** What this task involves **
Set down exactly the stretch of lines below that opens at the line containing "pinky mcp: (433, 191)" and continues through the last line of the entries, and nothing else.

Human pose images with coordinates
########

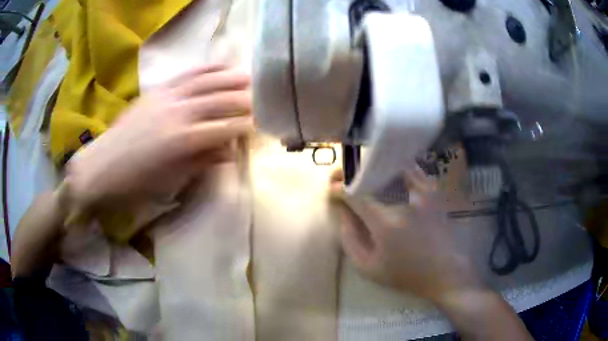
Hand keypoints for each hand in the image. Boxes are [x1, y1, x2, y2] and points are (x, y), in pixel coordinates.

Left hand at [65, 64, 252, 211]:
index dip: (247, 126)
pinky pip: (187, 74)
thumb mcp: (172, 180)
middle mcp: (179, 113)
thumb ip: (202, 161)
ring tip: (249, 78)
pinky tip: (221, 65)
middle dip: (246, 100)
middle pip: (221, 100)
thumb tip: (229, 151)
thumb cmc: (136, 184)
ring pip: (207, 81)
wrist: (101, 169)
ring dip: (231, 78)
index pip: (225, 128)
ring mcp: (167, 97)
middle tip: (264, 101)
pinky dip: (207, 68)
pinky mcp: (157, 90)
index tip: (262, 125)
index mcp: (184, 141)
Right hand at [329, 167, 483, 302]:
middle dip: (353, 171)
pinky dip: (396, 168)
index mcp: (386, 222)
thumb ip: (349, 239)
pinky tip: (389, 176)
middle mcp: (405, 200)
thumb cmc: (404, 274)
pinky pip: (411, 169)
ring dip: (374, 166)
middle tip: (342, 176)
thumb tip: (343, 212)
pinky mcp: (433, 191)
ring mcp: (422, 191)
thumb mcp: (368, 268)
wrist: (443, 272)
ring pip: (393, 164)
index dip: (340, 187)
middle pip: (373, 172)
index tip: (332, 188)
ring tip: (364, 173)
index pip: (356, 193)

########

** Solution to this exercise **
pinky mcp: (433, 191)
ring mcp: (422, 191)
thumb mcp: (368, 268)
wrist: (443, 272)
ring pip: (393, 164)
index dip: (340, 187)
middle pip: (373, 172)
index tip: (332, 188)
ring tip: (364, 173)
index pip: (356, 193)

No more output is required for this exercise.